Personal information
- Full name: Lai Hau Hei
- Date of birth: 19 January 1995 (age 30)
- Place of birth: Hong Kong
- Height: 1.82 m (5 ft 11+1⁄2 in)
- Position(s): Midfielder, Defender

Youth career
- 2011–2012: Pegasus

Senior career*
- Years: Team / Apps / (Gls)
- 2012–2015: Hong Kong Rangers / 17 / (1)
- 2015–2017: Yuen Long / 14 / (0)
- 2017–2019: Dreams / 23 / (0)
- 2019–2020: Yuen Long / 4 / (0)
- 2020–2021: Icanfield / 11 / (0)
- 2021–2023: Happy Valley / 30 / (5)

International career^{‡}
- 2012–2013: Hong Kong U-18 / 8 / (2)
- 2015–2016: Hong Kong U-21 / 2 / (0)
- 2017: Hong Kong U-22 / 3 / (0)

= Lai Hau Hei =

Hong Kong footballer

Lai Hau Hei (黎厚希; born 19 January 1995 in Hong Kong) is a former Hong Kong professional footballer.

== Early life ==
Lai was born and raised in Yuen Long, an area in the northwest of Hong Kong.

==Club career ==
During his youth, Lai trained in football with Pegasus which were then based on Tin Shui Wai.

Lai was offered his first contract in professional football by Rangers with whom he signed with in 2012. Lau made his professional debut on 2 September 2012 in a 5–1 Senior Shield loss to Citizen. He scored his first professional goal on 13 April 2015 in the 2014–15 Hong Kong FA Cup win over South China.

In 2015, Lai joined his home district club of Yuen Long.

In July 2017, it was announced that Lai had moved to Dreams.

On 7 August 2019, it was revealed that Lai had rejoined Yuen Long.

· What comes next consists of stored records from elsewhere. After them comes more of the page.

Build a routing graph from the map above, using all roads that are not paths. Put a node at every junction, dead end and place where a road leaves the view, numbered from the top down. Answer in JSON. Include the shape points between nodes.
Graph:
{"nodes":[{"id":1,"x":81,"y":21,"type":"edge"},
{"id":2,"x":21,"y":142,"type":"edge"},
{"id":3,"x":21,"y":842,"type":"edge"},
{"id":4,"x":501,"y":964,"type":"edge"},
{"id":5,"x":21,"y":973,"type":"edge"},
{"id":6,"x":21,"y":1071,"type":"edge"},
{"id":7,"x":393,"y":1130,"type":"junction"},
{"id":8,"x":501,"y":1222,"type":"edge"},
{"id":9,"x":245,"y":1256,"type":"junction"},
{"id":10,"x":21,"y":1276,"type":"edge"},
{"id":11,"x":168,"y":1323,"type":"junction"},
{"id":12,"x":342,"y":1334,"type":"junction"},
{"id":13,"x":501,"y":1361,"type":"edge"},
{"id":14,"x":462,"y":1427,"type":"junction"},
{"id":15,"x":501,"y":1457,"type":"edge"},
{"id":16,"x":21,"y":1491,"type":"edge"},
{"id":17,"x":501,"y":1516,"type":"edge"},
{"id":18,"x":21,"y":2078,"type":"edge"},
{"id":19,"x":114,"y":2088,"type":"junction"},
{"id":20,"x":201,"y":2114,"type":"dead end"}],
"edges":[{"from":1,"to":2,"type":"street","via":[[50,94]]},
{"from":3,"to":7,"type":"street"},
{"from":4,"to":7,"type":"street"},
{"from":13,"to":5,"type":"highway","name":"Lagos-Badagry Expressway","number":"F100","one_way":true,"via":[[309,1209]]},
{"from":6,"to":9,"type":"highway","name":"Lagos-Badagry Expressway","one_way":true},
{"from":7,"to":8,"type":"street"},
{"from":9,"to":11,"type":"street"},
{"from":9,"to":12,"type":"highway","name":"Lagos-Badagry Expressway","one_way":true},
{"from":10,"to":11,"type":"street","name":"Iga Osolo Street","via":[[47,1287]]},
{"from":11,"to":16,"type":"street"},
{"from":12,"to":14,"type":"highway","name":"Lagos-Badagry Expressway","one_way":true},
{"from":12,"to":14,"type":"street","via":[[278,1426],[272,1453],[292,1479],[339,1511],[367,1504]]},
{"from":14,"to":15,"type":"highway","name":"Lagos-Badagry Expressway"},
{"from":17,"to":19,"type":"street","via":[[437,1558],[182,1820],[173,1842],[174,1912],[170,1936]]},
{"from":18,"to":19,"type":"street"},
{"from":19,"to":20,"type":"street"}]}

On 16 September 2021, First Division side Happy Valley announced Lau as a player.

==International career==
In 2016, Lai was selected to the Hong Kong U-21 squad to play in an exhibition tournament in Singapore.

In 2017, he was on the Hong Kong U-22 squad which travelled to North Korea for the 2018 AFC U-23 Championship qualification group stage. He appeared in all three of Hong Kong's matches.